**PROBLEM DETAILS:**
Say how many lines of the material below contain the word "Wright", with no other words.

**LISTED RECORDS:**
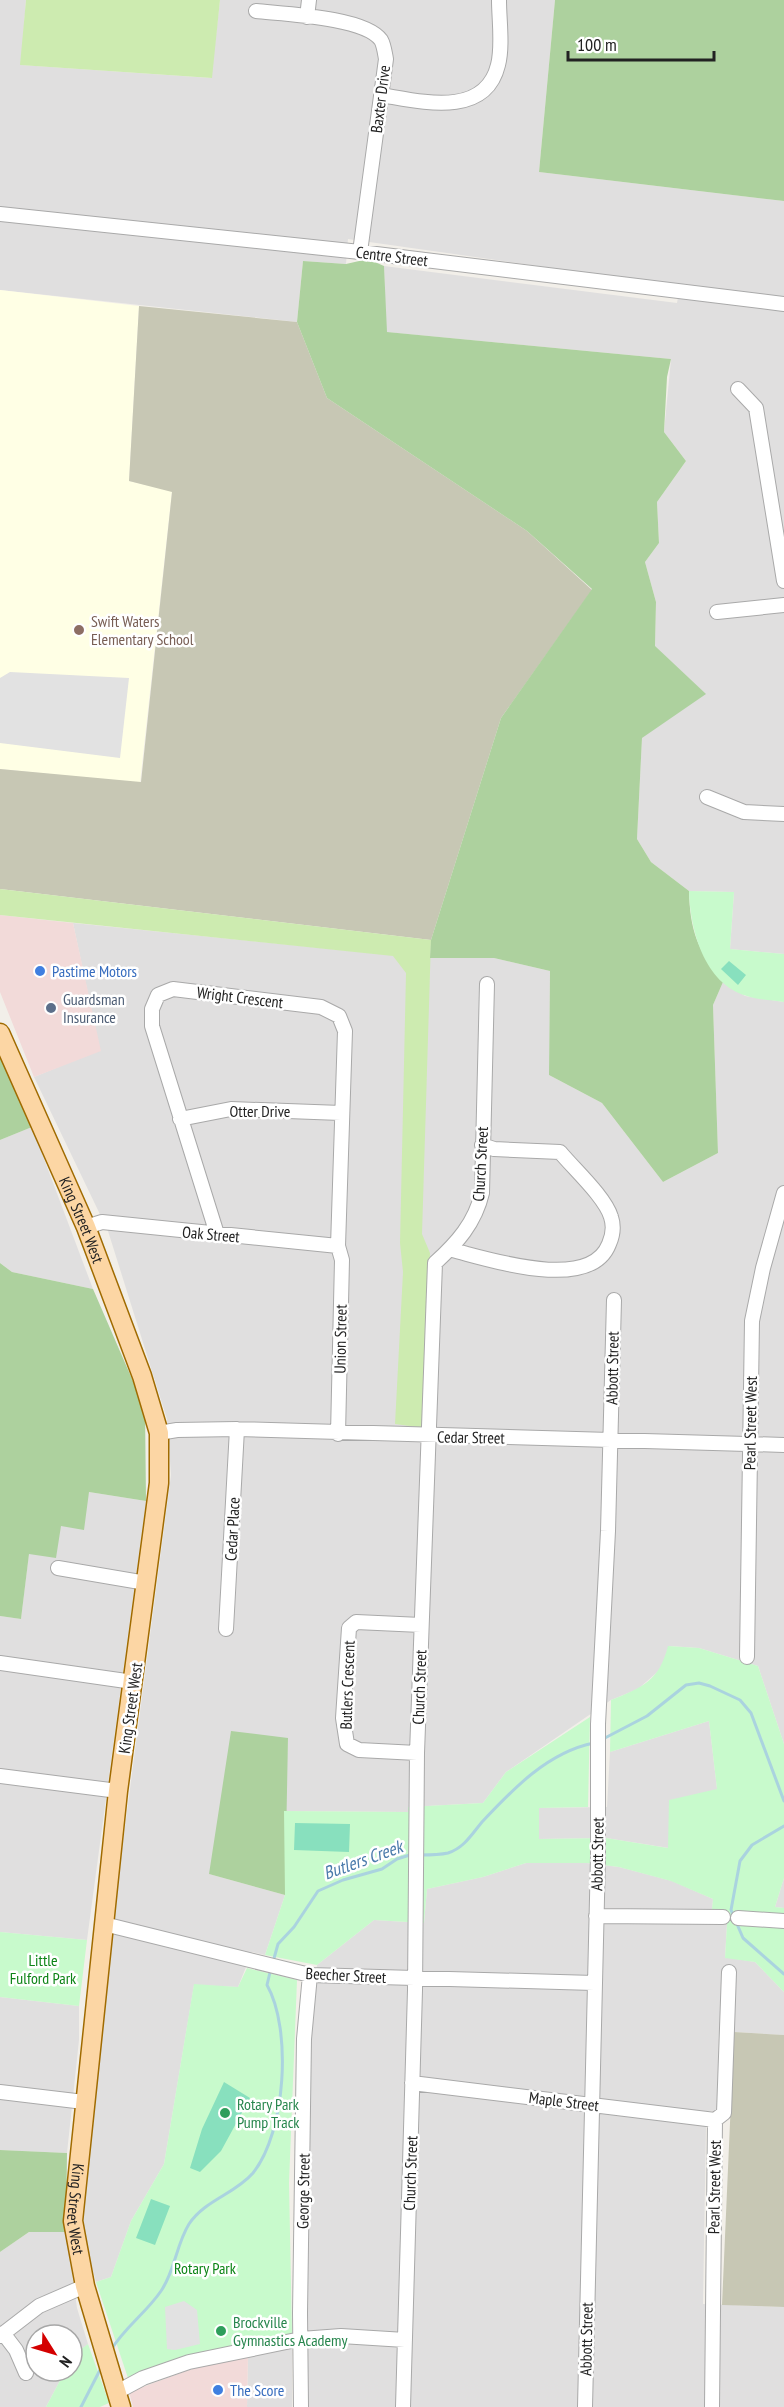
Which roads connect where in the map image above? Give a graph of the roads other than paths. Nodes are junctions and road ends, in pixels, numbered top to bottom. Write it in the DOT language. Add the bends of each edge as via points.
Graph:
graph roads {
  1 [pos="309,0"];
  2 [pos="499,0"];
  3 [pos="256,11"];
  4 [pos="307,17"];
  5 [pos="381,95"];
  6 [pos="0,214"];
  7 [pos="360,252"];
  8 [pos="784,304"];
  9 [pos="738,389"];
  10 [pos="781,544"];
  11 [pos="784,581"];
  12 [pos="784,604"];
  13 [pos="717,612"];
  14 [pos="706,797"];
  15 [pos="784,814"];
  16 [pos="487,984"];
  17 [pos="0,1033"];
  18 [pos="342,1113"];
  19 [pos="180,1119"];
  20 [pos="482,1145"];
  21 [pos="784,1193"];
  22 [pos="86,1227"];
  23 [pos="217,1234"];
  24 [pos="338,1246"];
  25 [pos="452,1250"];
  26 [pos="614,1300"];
  27 [pos="237,1429"];
  28 [pos="159,1432"];
  29 [pos="338,1434"];
  30 [pos="430,1436"];
  31 [pos="610,1440"];
  32 [pos="751,1444"];
  33 [pos="784,1445"];
  34 [pos="58,1568"];
  35 [pos="146,1583"];
  36 [pos="421,1625"];
  37 [pos="226,1629"];
  38 [pos="747,1657"];
  39 [pos="0,1663"];
  40 [pos="133,1682"];
  41 [pos="417,1753"];
  42 [pos="0,1776"];
  43 [pos="118,1791"];
  44 [pos="596,1916"];
  45 [pos="723,1917"];
  46 [pos="738,1918"];
  47 [pos="784,1921"];
  48 [pos="104,1924"];
  49 [pos="729,1972"];
  50 [pos="310,1975"];
  51 [pos="415,1978"];
  52 [pos="594,1983"];
  53 [pos="412,2083"];
  54 [pos="0,2092"];
  55 [pos="84,2102"];
  56 [pos="591,2105"];
  57 [pos="715,2120"];
  58 [pos="85,2286"];
  59 [pos="1,2334"];
  60 [pos="301,2339"];
  61 [pos="405,2340"];
  62 [pos="24,2368"];
  63 [pos="119,2400"];
  64 [pos="301,2407"];
  65 [pos="403,2407"];
  66 [pos="585,2407"];
  67 [pos="712,2407"];
  1 -- 4 [label="street"];
  2 -- 5 [label="street" via="498,66 487,86 468,99 444,105"];
  3 -- 4 [label="street, Baxter Drive"];
  4 -- 5 [label="street, Baxter Drive" via="366,29 381,40 386,58"];
  5 -- 7 [label="street, Baxter Drive"];
  6 -- 7 [label="street, Centre Street"];
  7 -- 8 [label="street, Centre Street"];
  9 -- 10 [label="street" via="756,408"];
  10 -- 11 [label="street"];
  12 -- 13 [label="street"];
  14 -- 15 [label="street" via="744,812"];
  16 -- 20 [label="street, Church Street"];
  17 -- 22 [label="main road, King Street West"];
  18 -- 19 [label="street, Otter Drive" via="231,1110"];
  18 -- 19 [label="street, Wright Crescent" via="345,1031 339,1016 321,1007 173,988 158,995 152,1009 152,1026"];
  18 -- 24 [label="street, Wright Crescent"];
  19 -- 23 [label="street, Wright Crescent"];
  20 -- 25 [label="street, Church Street" via="482,1193 477,1214"];
  20 -- 25 [label="street" via="560,1152 611,1216 613,1233 599,1260 584,1268 568,1270 510,1265"];
  21 -- 32 [label="street, Pearl Street West" via="752,1321"];
  22 -- 23 [label="street, Oak Street" via="102,1222"];
  22 -- 28 [label="main road, King Street West"];
  23 -- 24 [label="street, Oak Street"];
  24 -- 29 [label="street, Union Street" via="342,1260"];
  25 -- 30 [label="street, Church Street" via="435,1263"];
  26 -- 31 [label="street, Abbott Street"];
  27 -- 28 [label="street, Cedar Street"];
  27 -- 29 [label="street, Cedar Street"];
  27 -- 37 [label="street, Cedar Place"];
  28 -- 35 [label="main road, King Street West" via="159,1483"];
  29 -- 30 [label="street, Cedar Street"];
  30 -- 31 [label="street, Cedar Street"];
  30 -- 36 [label="street, Church Street"];
  31 -- 32 [label="street, Cedar Street"];
  31 -- 44 [label="street, Abbott Street" via="598,1724"];
  32 -- 33 [label="street, Cedar Street"];
  32 -- 38 [label="street, Pearl Street West"];
  34 -- 35 [label="street"];
  35 -- 40 [label="main road, King Street West"];
  36 -- 41 [label="street, Church Street"];
  36 -- 41 [label="street, Butlers Crescent" via="356,1622 349,1629 343,1718 347,1744 359,1750"];
  39 -- 40 [label="street"];
  40 -- 43 [label="main road, King Street West"];
  41 -- 51 [label="street, Church Street"];
  42 -- 43 [label="street"];
  43 -- 48 [label="main road, King Street West"];
  44 -- 45 [label="street"];
  44 -- 52 [label="street, Abbott Street"];
  46 -- 47 [label="street"];
  48 -- 50 [label="street, Beecher Street"];
  48 -- 55 [label="main road, King Street West"];
  49 -- 57 [label="street, Pearl Street West" via="724,2114"];
  50 -- 51 [label="street, Beecher Street"];
  50 -- 60 [label="street, George Street" via="304,2039"];
  51 -- 52 [label="street, Beecher Street"];
  51 -- 53 [label="street, Church Street"];
  52 -- 56 [label="street, Abbott Street"];
  53 -- 56 [label="street, Maple Street"];
  53 -- 61 [label="street, Church Street"];
  54 -- 55 [label="street"];
  55 -- 58 [label="main road, King Street West" via="73,2221"];
  56 -- 57 [label="street, Maple Street"];
  56 -- 66 [label="street, Abbott Street"];
  57 -- 67 [label="street, Pearl Street West"];
  58 -- 59 [label="street" via="39,2306"];
  58 -- 63 [label="main road, King Street West"];
  59 -- 62 [label="street" via="16,2350"];
  60 -- 61 [label="street" via="341,2336"];
  60 -- 63 [label="street" via="189,2361 143,2378"];
  60 -- 64 [label="street, George Street"];
  61 -- 65 [label="street, Church Street"];
}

**ANSWER SPACE:**
3